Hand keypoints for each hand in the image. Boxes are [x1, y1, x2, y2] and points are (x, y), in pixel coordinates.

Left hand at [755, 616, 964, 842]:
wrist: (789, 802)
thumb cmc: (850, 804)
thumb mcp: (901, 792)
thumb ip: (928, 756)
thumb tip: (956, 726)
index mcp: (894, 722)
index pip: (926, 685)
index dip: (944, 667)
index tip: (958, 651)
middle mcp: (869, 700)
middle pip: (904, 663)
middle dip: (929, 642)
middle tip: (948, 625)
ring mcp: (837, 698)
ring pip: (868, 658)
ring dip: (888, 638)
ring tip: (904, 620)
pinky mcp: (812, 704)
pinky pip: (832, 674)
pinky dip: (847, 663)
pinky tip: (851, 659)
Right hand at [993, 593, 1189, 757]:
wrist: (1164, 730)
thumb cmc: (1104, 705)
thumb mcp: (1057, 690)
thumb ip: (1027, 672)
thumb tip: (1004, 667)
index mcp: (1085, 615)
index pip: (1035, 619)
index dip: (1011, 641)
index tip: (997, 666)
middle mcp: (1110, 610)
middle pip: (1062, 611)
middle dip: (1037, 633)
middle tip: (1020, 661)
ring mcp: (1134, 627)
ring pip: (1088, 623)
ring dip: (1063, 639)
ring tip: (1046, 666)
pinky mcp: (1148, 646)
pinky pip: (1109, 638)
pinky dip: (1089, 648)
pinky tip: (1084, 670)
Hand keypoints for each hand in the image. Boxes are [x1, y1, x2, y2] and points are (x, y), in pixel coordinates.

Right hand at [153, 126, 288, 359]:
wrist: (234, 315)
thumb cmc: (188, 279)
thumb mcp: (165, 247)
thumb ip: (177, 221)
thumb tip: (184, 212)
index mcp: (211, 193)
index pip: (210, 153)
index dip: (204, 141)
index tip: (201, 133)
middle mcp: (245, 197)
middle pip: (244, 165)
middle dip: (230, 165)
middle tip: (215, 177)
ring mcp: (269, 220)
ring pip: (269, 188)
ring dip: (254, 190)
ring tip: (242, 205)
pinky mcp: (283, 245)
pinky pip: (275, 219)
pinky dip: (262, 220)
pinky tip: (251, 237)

━━━━━━

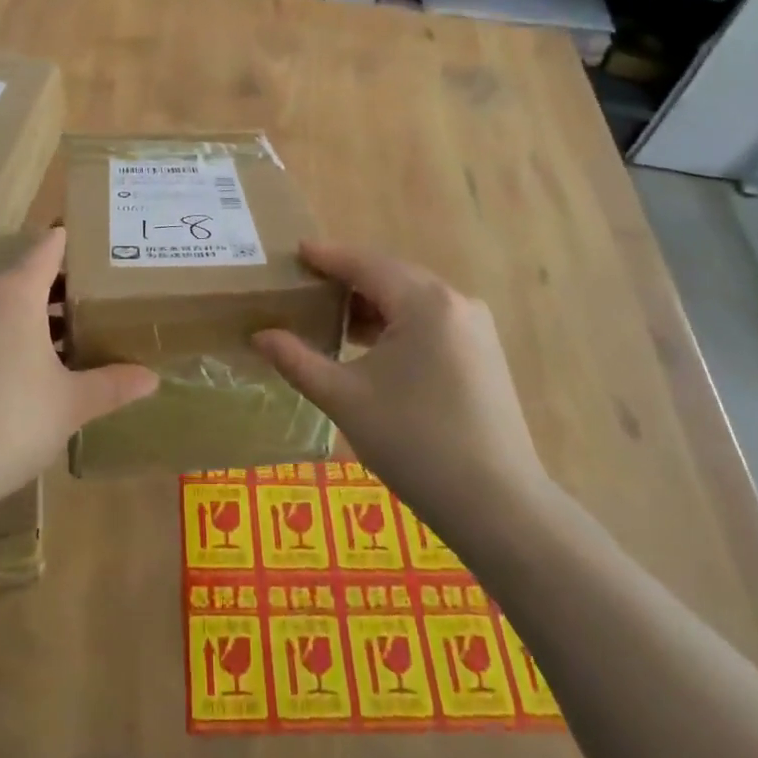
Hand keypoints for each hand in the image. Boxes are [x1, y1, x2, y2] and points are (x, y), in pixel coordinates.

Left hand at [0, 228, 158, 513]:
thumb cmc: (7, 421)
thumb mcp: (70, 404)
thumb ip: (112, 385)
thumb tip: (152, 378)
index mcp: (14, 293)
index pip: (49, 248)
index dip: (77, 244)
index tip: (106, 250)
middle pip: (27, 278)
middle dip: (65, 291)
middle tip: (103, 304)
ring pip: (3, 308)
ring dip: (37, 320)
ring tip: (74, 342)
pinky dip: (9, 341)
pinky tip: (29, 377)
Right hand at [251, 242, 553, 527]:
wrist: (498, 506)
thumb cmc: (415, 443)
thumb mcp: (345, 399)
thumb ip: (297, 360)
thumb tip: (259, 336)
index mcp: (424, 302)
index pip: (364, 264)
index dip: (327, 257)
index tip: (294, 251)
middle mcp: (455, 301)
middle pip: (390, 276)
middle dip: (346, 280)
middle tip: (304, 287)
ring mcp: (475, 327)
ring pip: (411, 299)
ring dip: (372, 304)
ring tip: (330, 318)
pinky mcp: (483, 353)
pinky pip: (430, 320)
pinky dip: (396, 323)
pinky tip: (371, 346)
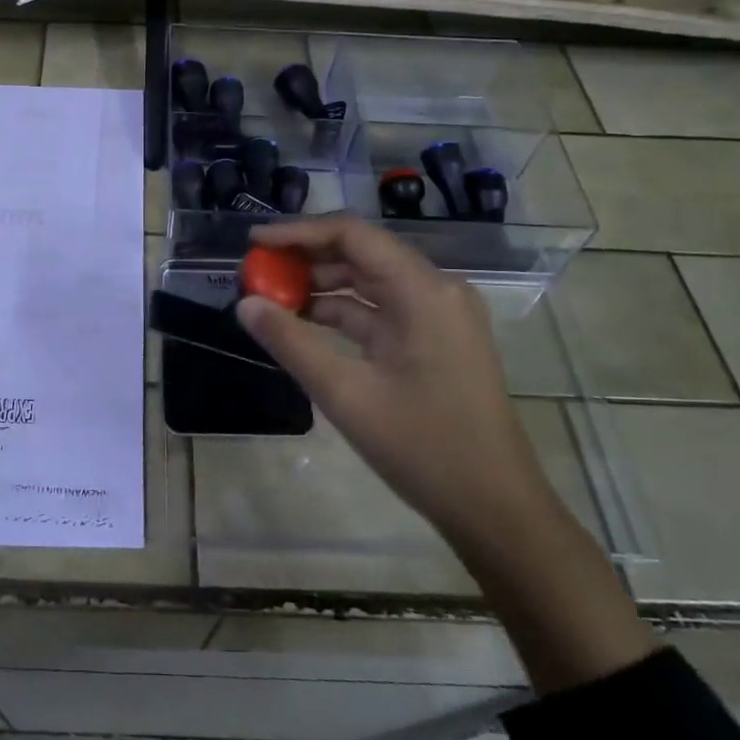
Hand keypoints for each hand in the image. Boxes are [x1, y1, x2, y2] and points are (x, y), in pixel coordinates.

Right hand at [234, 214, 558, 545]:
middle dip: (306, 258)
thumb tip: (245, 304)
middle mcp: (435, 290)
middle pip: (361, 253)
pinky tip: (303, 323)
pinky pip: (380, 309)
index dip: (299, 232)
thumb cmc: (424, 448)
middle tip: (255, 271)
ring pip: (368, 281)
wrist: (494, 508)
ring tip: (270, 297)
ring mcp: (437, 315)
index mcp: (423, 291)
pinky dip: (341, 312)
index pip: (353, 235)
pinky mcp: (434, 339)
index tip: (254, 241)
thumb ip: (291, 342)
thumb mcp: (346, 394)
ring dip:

━━━━━━

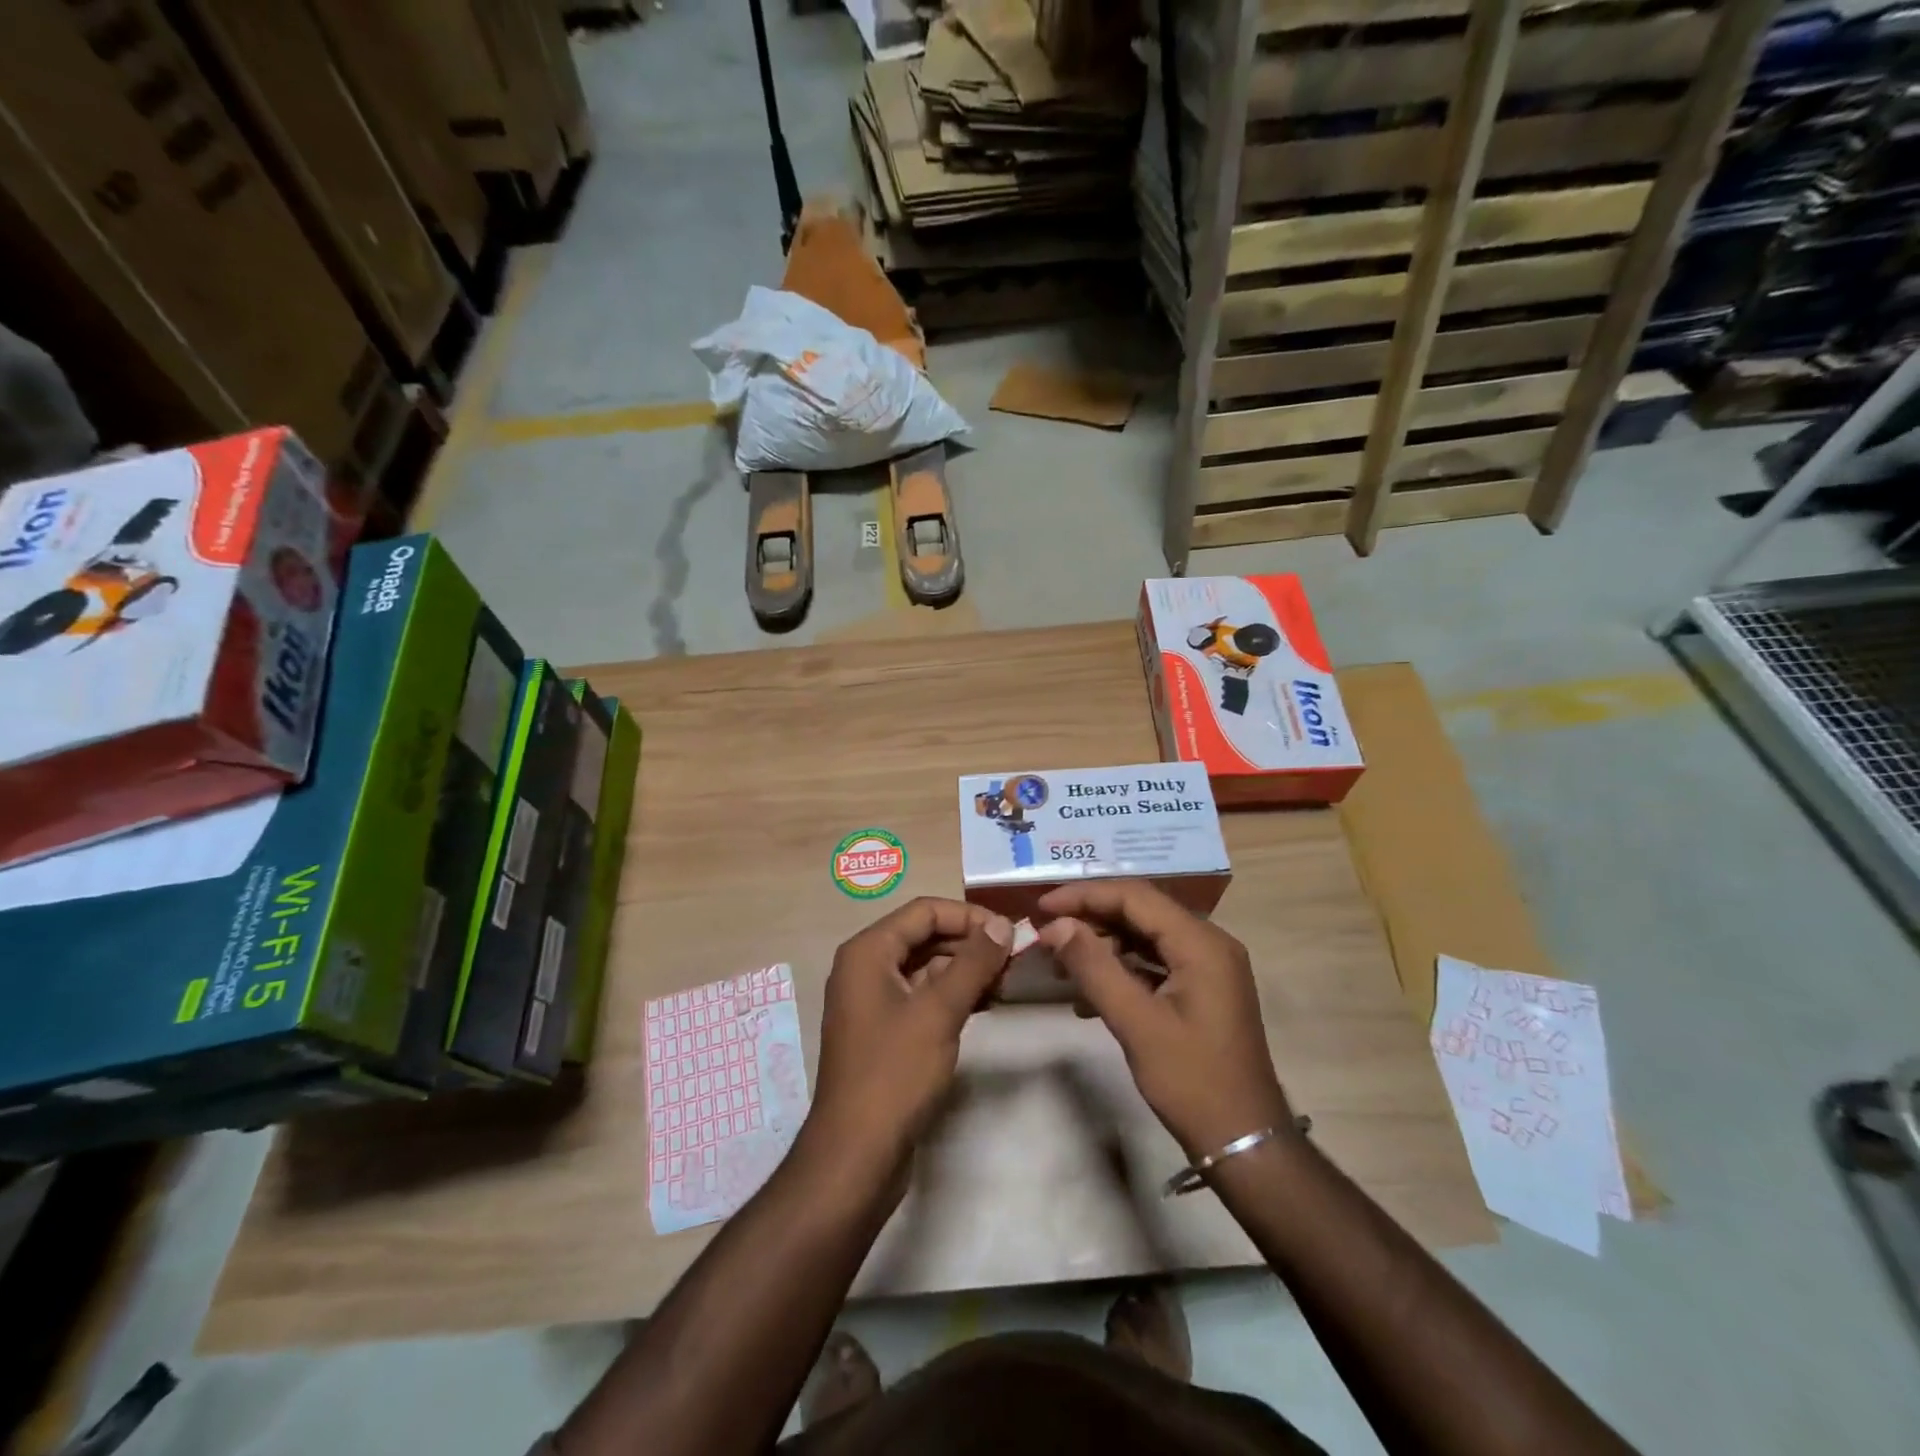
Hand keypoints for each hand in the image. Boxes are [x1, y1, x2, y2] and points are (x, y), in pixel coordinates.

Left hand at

━━━━━━

(Exercise brief)
Given the records above, return exactly the lines starting at the line containing "index tip: (958, 651)" and ending at the line containing "middle pip: (1062, 611)", including both.

(Solved exercise)
index tip: (958, 651)
middle mcp: (869, 700)
middle pip: (904, 663)
middle dip: (929, 642)
middle tip: (948, 625)
ring mcp: (837, 698)
ring pip: (868, 658)
ring dip: (888, 638)
ring tip: (904, 620)
pinky mcp: (812, 704)
pinky pip: (832, 674)
pinky dip: (847, 663)
pinky tip: (851, 659)
Right hand at [993, 593, 1189, 757]:
wrist: (1164, 730)
thumb cmc: (1104, 705)
thumb mcp: (1057, 690)
thumb ip: (1027, 672)
thumb tip: (1004, 667)
index mcp: (1085, 615)
index pip: (1035, 619)
index dip: (1011, 641)
index tip: (997, 666)
middle mcp: (1110, 610)
middle pip: (1062, 611)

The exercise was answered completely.